>>>>

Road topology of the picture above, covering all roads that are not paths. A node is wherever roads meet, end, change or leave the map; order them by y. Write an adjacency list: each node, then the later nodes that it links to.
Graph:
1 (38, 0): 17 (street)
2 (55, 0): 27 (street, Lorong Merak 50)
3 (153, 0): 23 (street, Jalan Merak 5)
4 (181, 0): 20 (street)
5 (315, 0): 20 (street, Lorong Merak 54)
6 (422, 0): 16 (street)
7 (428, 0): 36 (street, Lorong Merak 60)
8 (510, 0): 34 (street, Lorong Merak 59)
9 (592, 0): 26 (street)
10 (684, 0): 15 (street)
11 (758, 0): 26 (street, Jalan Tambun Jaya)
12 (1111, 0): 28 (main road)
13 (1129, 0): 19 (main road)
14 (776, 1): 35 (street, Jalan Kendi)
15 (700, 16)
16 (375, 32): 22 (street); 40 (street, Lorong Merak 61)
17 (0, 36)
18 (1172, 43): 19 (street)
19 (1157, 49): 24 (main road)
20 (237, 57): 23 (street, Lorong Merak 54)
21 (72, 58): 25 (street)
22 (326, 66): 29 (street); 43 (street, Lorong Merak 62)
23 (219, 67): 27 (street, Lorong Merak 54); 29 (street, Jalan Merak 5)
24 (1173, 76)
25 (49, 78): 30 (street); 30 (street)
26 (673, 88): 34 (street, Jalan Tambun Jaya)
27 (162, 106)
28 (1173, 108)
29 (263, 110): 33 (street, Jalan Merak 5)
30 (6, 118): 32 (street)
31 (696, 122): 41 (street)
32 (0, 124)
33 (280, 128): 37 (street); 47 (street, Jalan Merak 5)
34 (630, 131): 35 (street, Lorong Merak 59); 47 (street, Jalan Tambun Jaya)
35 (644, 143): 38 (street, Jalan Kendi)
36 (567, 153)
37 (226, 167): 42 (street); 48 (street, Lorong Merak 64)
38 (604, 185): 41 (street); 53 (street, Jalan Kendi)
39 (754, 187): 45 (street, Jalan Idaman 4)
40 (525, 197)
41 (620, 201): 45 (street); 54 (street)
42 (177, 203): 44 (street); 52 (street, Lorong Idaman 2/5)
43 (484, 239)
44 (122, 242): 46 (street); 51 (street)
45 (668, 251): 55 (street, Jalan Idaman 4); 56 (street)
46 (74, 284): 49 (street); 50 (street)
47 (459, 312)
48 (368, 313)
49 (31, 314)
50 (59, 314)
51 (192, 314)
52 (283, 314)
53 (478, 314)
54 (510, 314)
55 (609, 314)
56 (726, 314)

<<<<

* EXERCISE REQUIREMENTS
Write all of the data above again, exactly as given.

* SOLVED PROBLEM
Road topology of the picture above, covering all roads that are not paths. A node is wherever roads meet, end, change or leave the map; order them by y. Write an adjacency list: each node, then the later nodes that it links to.
Graph:
1 (38, 0): 17 (street)
2 (55, 0): 27 (street, Lorong Merak 50)
3 (153, 0): 23 (street, Jalan Merak 5)
4 (181, 0): 20 (street)
5 (315, 0): 20 (street, Lorong Merak 54)
6 (422, 0): 16 (street)
7 (428, 0): 36 (street, Lorong Merak 60)
8 (510, 0): 34 (street, Lorong Merak 59)
9 (592, 0): 26 (street)
10 (684, 0): 15 (street)
11 (758, 0): 26 (street, Jalan Tambun Jaya)
12 (1111, 0): 28 (main road)
13 (1129, 0): 19 (main road)
14 (776, 1): 35 (street, Jalan Kendi)
15 (700, 16)
16 (375, 32): 22 (street); 40 (street, Lorong Merak 61)
17 (0, 36)
18 (1172, 43): 19 (street)
19 (1157, 49): 24 (main road)
20 (237, 57): 23 (street, Lorong Merak 54)
21 (72, 58): 25 (street)
22 (326, 66): 29 (street); 43 (street, Lorong Merak 62)
23 (219, 67): 27 (street, Lorong Merak 54); 29 (street, Jalan Merak 5)
24 (1173, 76)
25 (49, 78): 30 (street); 30 (street)
26 (673, 88): 34 (street, Jalan Tambun Jaya)
27 (162, 106)
28 (1173, 108)
29 (263, 110): 33 (street, Jalan Merak 5)
30 (6, 118): 32 (street)
31 (696, 122): 41 (street)
32 (0, 124)
33 (280, 128): 37 (street); 47 (street, Jalan Merak 5)
34 (630, 131): 35 (street, Lorong Merak 59); 47 (street, Jalan Tambun Jaya)
35 (644, 143): 38 (street, Jalan Kendi)
36 (567, 153)
37 (226, 167): 42 (street); 48 (street, Lorong Merak 64)
38 (604, 185): 41 (street); 53 (street, Jalan Kendi)
39 (754, 187): 45 (street, Jalan Idaman 4)
40 (525, 197)
41 (620, 201): 45 (street); 54 (street)
42 (177, 203): 44 (street); 52 (street, Lorong Idaman 2/5)
43 (484, 239)
44 (122, 242): 46 (street); 51 (street)
45 (668, 251): 55 (street, Jalan Idaman 4); 56 (street)
46 (74, 284): 49 (street); 50 (street)
47 (459, 312)
48 (368, 313)
49 (31, 314)
50 (59, 314)
51 (192, 314)
52 (283, 314)
53 (478, 314)
54 (510, 314)
55 (609, 314)
56 (726, 314)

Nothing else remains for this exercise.